Our ideas about sexuality shape:
● What we believe is right, ‘natural’, normal, worthy of protection.
● How we behave and identify.
● How we organise our societies (e.g. marriage, family structure).
● What we hold to be true about our bodies, relationships, desires, identities.
● Where and how we look for answers to (intellectual) questions.
● We look to the world through a set of frames.
Scientific sexuality paradigms:
1. Essentialism
a. Study of sex as natural science.
b. Aim: discover single, fundamental ‘truth’ about sexuality (“natural law”).
c. Locates this truth in the individual:
i. Physical body and biology (e.g. hormones, DNA, brain, etc.).
ii. Psychology/psychobiology (experiences/trauma, psychological
mechanisms, evolution, etc.).
d. Inescapable: we are what we are, sexuality innate, instinct.
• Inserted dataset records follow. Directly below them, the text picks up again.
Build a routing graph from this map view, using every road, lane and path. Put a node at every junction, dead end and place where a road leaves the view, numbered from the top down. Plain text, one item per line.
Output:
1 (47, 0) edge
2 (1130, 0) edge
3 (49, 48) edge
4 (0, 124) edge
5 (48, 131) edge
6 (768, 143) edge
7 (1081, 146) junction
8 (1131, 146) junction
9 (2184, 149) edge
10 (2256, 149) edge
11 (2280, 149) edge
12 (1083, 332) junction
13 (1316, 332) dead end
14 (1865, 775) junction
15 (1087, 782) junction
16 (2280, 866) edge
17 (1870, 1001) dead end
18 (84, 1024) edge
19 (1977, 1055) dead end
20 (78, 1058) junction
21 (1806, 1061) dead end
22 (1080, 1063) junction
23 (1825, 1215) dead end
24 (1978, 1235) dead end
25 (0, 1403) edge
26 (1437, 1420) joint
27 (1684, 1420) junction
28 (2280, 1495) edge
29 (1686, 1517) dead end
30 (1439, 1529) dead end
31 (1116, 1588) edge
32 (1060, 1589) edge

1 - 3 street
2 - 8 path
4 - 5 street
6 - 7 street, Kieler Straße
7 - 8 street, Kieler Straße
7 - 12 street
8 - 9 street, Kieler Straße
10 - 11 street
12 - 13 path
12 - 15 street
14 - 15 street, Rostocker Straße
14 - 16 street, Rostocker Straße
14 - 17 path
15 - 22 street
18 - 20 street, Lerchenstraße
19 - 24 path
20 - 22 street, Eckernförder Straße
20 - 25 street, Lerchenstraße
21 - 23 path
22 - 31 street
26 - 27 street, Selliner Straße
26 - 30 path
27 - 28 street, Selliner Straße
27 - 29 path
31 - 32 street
e. Famous essentialist: Charles Darwin and Freud.
f. Impact essentialism on society: the values of norms of the scientist are not
taken with the theories. Essentialisme can take a society in two different
directions, they exist in dynamic society. Conservative direction (regulation of
sexuality was forced with criminalization of homosexuality) and the other is a
direction where ‘Nudity is given by God’. Essentialists have no directions, they
have an impact in society that is already directed.
g. Critique: ...
2. Social constructionism
a. Sexuality product of social and historical forces (‘socially constructed’).
i. Interactions between people.
ii. Specific to time, context.
b. Not one ‘natural law’ or essential truth about sexuality (and gender).